Köylünün elektrik borcu mu? “Sileriz...”
Mazot mu? “Ondan kolay ne var... Fiyatını düşürürüz...”
Bu “vaatler kalemi” ister istemez “kaynak” sorununu gündeme getiriyor, “Kemal Bey bu parayı nerden bulacak?” türünden sorulara yol açıyordu ama doğru soru şu olmalıydı bence: “Kimin parasını kime dağıtıyorsun?”
Kamu kesesinden istihdam yaratabilirsin...
Bir çözümdür.
Nitekim, bir konuşmasında, “İktidara geldiklerinde, bazı işletmeleri özelleştirmeden muaf tutacaklarını” söylemişti... Dünyanın 40’lı yıllarda terk ettiği “devlet kapitalizmi” uygulamasına işlerlik kazandırarak, “kamu sübvansiyonlarıyla” işsize maaş dağıtacak.
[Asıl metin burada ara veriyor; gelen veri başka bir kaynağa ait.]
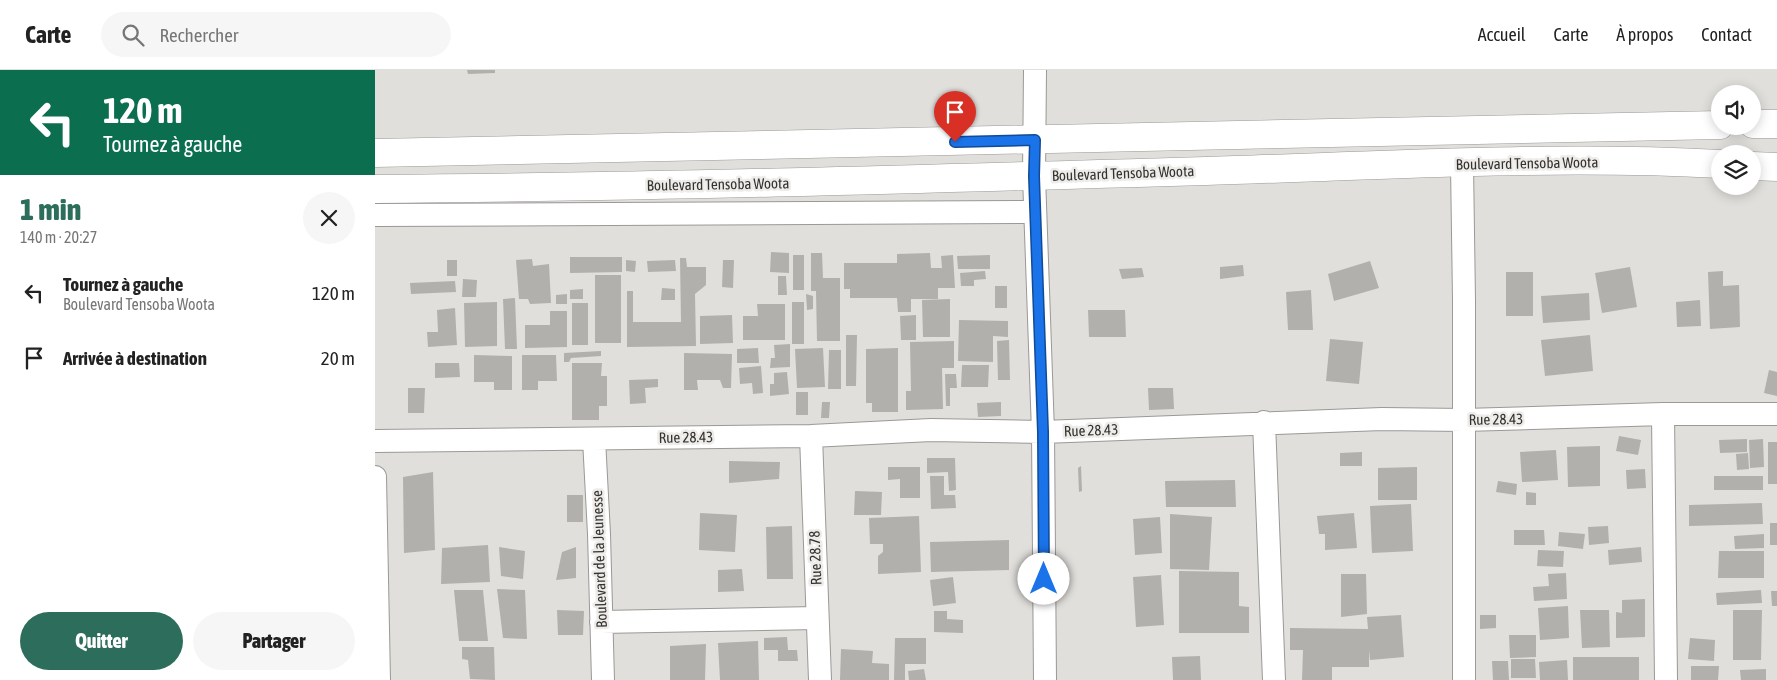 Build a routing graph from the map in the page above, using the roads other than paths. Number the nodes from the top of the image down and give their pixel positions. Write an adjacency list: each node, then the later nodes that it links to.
1 (1035, 70): 5 (street)
2 (1761, 124): 3 (main road)
3 (1777, 124)
4 (1711, 125): 5 (main road)
5 (1035, 140): 6 (main road); 11 (street)
6 (375, 153)
7 (1462, 164): 8 (main road, Boulevard Tensoba Woota); 11 (main road, Boulevard Tensoba Woota); 17 (street)
8 (1711, 164)
9 (1761, 166): 10 (main road)
10 (1777, 167)
11 (1034, 176): 12 (main road, Boulevard Tensoba Woota); 13 (street)
12 (375, 189)
13 (1035, 212): 14 (street); 19 (street)
14 (375, 215)
15 (1663, 414): 16 (street, Rue 28.43); 17 (street, Rue 28.43); 32 (street)
16 (1777, 414)
17 (1463, 420): 18 (street, Rue 28.43); 31 (street)
18 (1264, 422): 19 (street, Rue 28.43); 30 (street)
19 (1043, 432): 20 (street, Rue 28.43); 29 (street)
20 (811, 436): 21 (street, Rue 28.43); 24 (street, Rue 28.78)
21 (594, 439): 22 (street, Rue 28.43); 25 (street, Boulevard de la Jeunesse)
22 (375, 441)
23 (375, 477): 26 (street)
24 (817, 618): 25 (street); 28 (street, Rue 28.78)
25 (601, 622): 27 (street, Boulevard de la Jeunesse)
26 (379, 680)
27 (603, 680)
28 (820, 680)
29 (1045, 680)
30 (1275, 680)
31 (1464, 680)
32 (1665, 680) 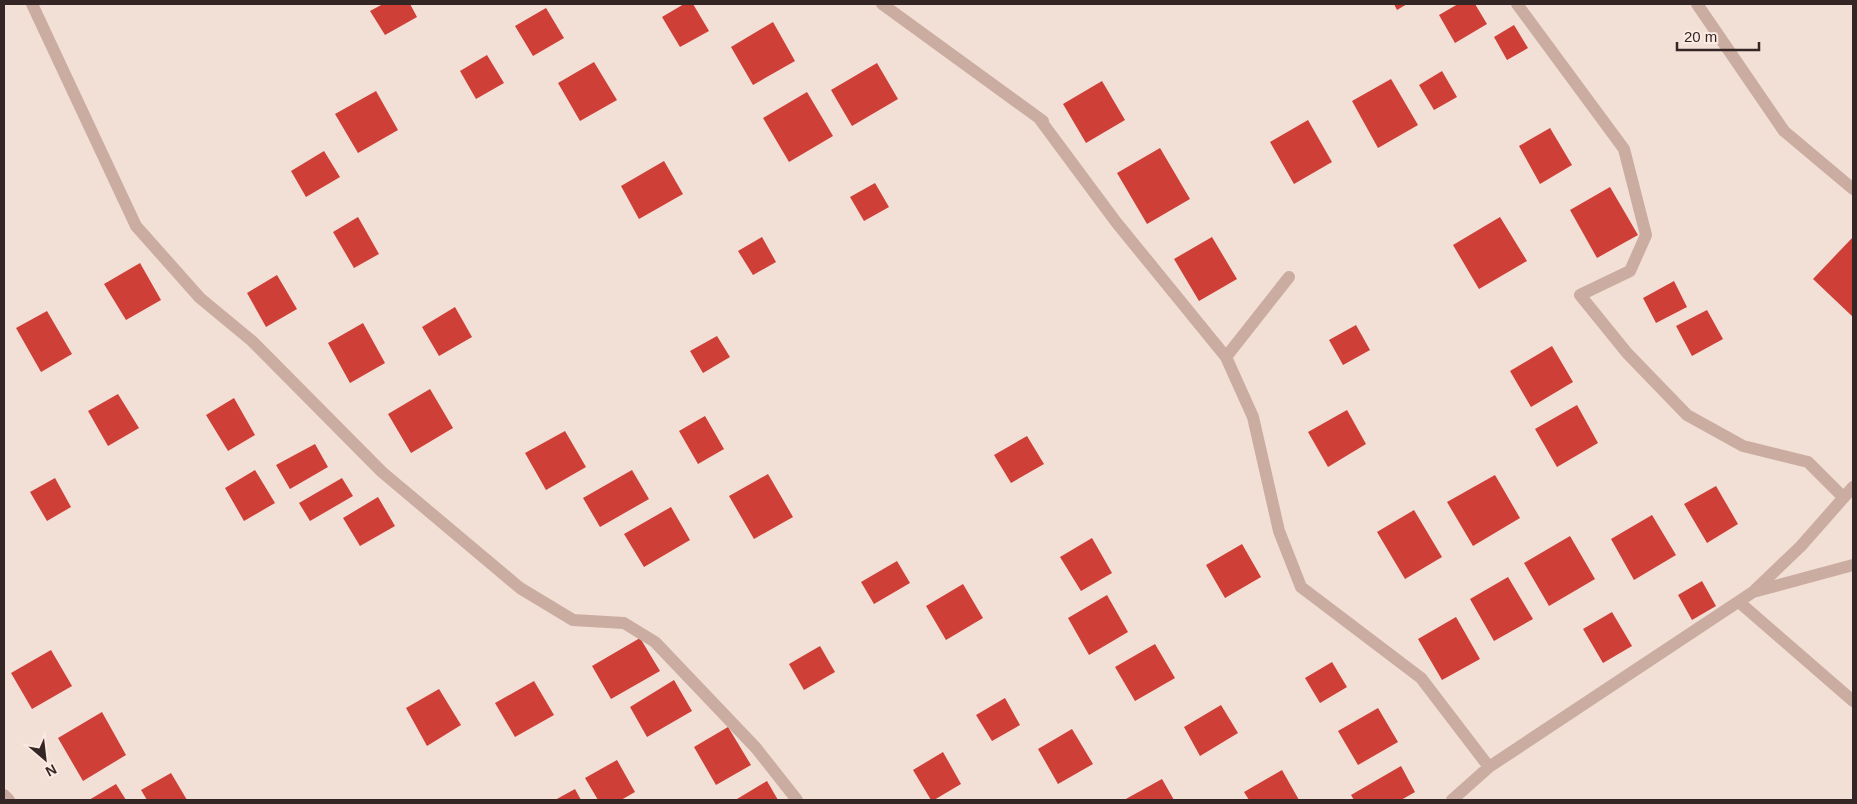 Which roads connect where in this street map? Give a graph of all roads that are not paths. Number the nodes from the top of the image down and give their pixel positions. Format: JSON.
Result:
{"nodes":[{"id":1,"x":32,"y":4,"type":"edge"},
{"id":2,"x":882,"y":4,"type":"edge"},
{"id":3,"x":1517,"y":4,"type":"edge"},
{"id":4,"x":1697,"y":4,"type":"edge"},
{"id":5,"x":1853,"y":189,"type":"edge"},
{"id":6,"x":1289,"y":277,"type":"dead end"},
{"id":7,"x":1226,"y":357,"type":"junction"},
{"id":8,"x":1853,"y":487,"type":"edge"},
{"id":9,"x":1842,"y":497,"type":"junction"},
{"id":10,"x":1853,"y":565,"type":"edge"},
{"id":11,"x":1753,"y":592,"type":"junction"},
{"id":12,"x":1739,"y":602,"type":"junction"},
{"id":13,"x":1853,"y":701,"type":"edge"},
{"id":14,"x":1489,"y":767,"type":"junction"},
{"id":15,"x":4,"y":796,"type":"edge"},
{"id":16,"x":9,"y":800,"type":"edge"},
{"id":17,"x":797,"y":800,"type":"edge"},
{"id":18,"x":1452,"y":800,"type":"edge"}],
"edges":[{"from":1,"to":17,"type":"street"},
{"from":2,"to":7,"type":"street"},
{"from":3,"to":9,"type":"street"},
{"from":4,"to":5,"type":"street"},
{"from":6,"to":7,"type":"street"},
{"from":7,"to":14,"type":"street"},
{"from":8,"to":9,"type":"street"},
{"from":9,"to":11,"type":"street"},
{"from":10,"to":11,"type":"street"},
{"from":11,"to":12,"type":"street"},
{"from":12,"to":13,"type":"street"},
{"from":12,"to":14,"type":"street"},
{"from":14,"to":18,"type":"street"},
{"from":15,"to":16,"type":"street"}]}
Yani, batıracak... Sovyet Rusya bile batmıştı, “cennet vallahi” dedikleri İsveç bile batmıştı da, kurtuluşu Kemal’lerini ayıklayıp “serbest piyasa ekonomisine” dönmekte bulmuşlardı.
Hadi, anakronik de olsa, hiçbir geçerliliği ve ciddiyeti bulunmasa da, bir fikirdir, bir çözümdür...
Peki, Trabzonspor’u nasıl şampiyon yapacaksın?
Hangi KHK’yla?
Hangi yasa ve yönetmelikle?
İktidara giden her yol meşrudur, tamam da... İktidara götürecek yolların, bu yollarda kullanılacak araçların istinat ettiği “somut karşılıklar” olmalıdır... Bir rasyonaliteye dayanmalıdır... Değil mi?
Dün, yeni bir beyanatını okudum...
Çorum’a gitmiş, Çorum takımının küme düşmesini AK Parti hükümetiyle ilişkilendirmiş. Demek ki Kemal Bey iktidarda olsa, Çorumspor ligden düşmeyecek, belki de bir üst lige terfi edecekti...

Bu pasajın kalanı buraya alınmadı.